Capita spesso, di buon mattino, che Giovanni, pensionato sì, ma ancora instancabile editore del giornale locale L’Agone, storico quotidiano della Tuscia romana e del territorio sabatino, progetto no‑profit per dare voce alle comunità del lago, attraversi la Braccianese con passo tranquillo. La sua meta è sempre la stessa: il Four Friends, il bar caffè di Via Braccianese Claudia che da anni è diventato il suo ufficio non ufficiale, il suo osservatorio sul mondo.
Il locale apre presto, con quella cura che solo i posti autentici sanno avere: il profumo del caffè appena estratto, i cornetti caldi che sembrano usciti dal forno per salutare il giorno e quella luce obliqua che filtra dalle grandi vetrate e che, secondo Giovanni, “corregge la punteggiatura del mondo”. Il Four Friends è un punto di riferimento per Bracciano: valutazione alta, centinaia di recensioni entusiaste, prezzi accessibili, musica discreta e un’atmosfera che invita a fermarsi, respirare, raccontare.
Pian piano la comunità entra: chi per un caffè al volo, chi per sedersi e godersi la calma, chi per incontrare amici prima di andare al lavoro. È un piccolo crocevia di storie, un microcosmo che ogni mattina si rinnova e che Giovanni ascolta con pazienza.
Al suo tavolo la docente si lamenta della burocrazia che soffoca la passione; il medico gli parla dell’ospedale come di un’azienda dove conta il bilancio e non il paziente; il sindaco gli confida che le pastoie amministrative gli impediscono di realizzare la città che sogna; il contadino gli racconta del raccolto distrutto dal clima impazzito; il pensionato gli ricorda quando L’Agone usciva con tante pagine, “mica quattro!”. Al banco ascolta il giovane che teme per il suo futuro, la ragazza che ha paura della guerra, il commerciante che con l’aumento del costo dei carburanti non riesce più a far quadrare i conti. Sono voci vere, voci che cercano ascolto e vorrebbero soluzioni.
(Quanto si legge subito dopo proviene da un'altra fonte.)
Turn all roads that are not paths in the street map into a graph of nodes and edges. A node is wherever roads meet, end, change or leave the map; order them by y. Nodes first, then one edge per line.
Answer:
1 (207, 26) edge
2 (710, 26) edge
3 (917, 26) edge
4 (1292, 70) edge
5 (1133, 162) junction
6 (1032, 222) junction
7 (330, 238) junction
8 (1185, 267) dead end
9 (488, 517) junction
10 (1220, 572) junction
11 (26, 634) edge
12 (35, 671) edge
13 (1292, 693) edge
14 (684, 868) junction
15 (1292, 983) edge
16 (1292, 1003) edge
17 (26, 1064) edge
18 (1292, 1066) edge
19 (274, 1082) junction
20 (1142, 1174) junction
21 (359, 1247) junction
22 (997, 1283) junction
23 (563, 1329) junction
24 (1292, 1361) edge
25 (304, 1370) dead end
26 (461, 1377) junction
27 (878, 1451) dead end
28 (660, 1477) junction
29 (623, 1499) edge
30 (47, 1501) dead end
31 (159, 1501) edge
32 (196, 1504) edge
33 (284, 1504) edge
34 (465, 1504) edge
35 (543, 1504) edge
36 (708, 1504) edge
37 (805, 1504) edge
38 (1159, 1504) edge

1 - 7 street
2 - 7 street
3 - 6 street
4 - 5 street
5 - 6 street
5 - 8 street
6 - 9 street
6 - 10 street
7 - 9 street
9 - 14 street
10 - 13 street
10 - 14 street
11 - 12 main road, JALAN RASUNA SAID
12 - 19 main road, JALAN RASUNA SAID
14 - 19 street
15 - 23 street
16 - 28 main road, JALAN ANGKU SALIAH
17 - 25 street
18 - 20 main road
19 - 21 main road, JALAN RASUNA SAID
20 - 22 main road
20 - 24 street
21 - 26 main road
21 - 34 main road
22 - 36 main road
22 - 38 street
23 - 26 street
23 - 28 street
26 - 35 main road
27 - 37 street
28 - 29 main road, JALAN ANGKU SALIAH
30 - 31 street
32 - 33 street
Giovanni ascolta tutto, prende appunti mentali, fa domande e, mentre il suo caffè si raffredda, ragiona sul suo lavoro da pensionato-editore che non è solo pubblicare notizie, per questo è sufficiente un qualsiasi rumoroso gruppo whatsApp, ma raccogliere queste voci e trasformarle in informazione verificata, pulita, utile. L’Agone, con le sue sezioni dedicate a territorio, società, sanità, scuola, ambiente e politica, con lui è diventato negli anni un argine contro il caos informativo, un luogo dove le storie vengono restituite alla comunità con rispetto.
Ma anche per lui non è tutto rose e fiori. Nella cartellina appoggiata a terra non ci sono articoli. Ci sono conti che non tornano, fatture dei tipografi, mail degli inserzionisti che chiedono “più visibilità con meno spesa”. L’editoria locale è una barca che naviga controcorrente: i social diffondono notizie false con la velocità di un temporale estivo, mentre il giornale, cartaceo e digitale, richiede tecnici, server, aggiornamenti, investimenti. E la pubblicità locale non basta più.
Così ogni mese Giovanni si domanda se abbia senso continuare.
Poi, una mattina, entra un ragazzo. Uno studente. Si avvicina al bancone, prende un cappuccino, si gira verso Giovanni e gli dice: “Ho letto un articolo de L’Agone. Bello. Non lo sapevo.”
È una frase semplice, ma per Giovanni è come una scintilla. Sì, ne vale ancora la pena. Perché quel giornale non è solo un foglio o un sito web, è un servizio alla comunità, un presidio di verità in un mondo rumoroso.
E tutto questo accade lì, al Four Friends, dove la cameriera gentile, con un cappuccino e un cornetto, accoglie tutti con un sorriso gentile, ormai merce rara, e dove Giovanni ritrova la sua missione.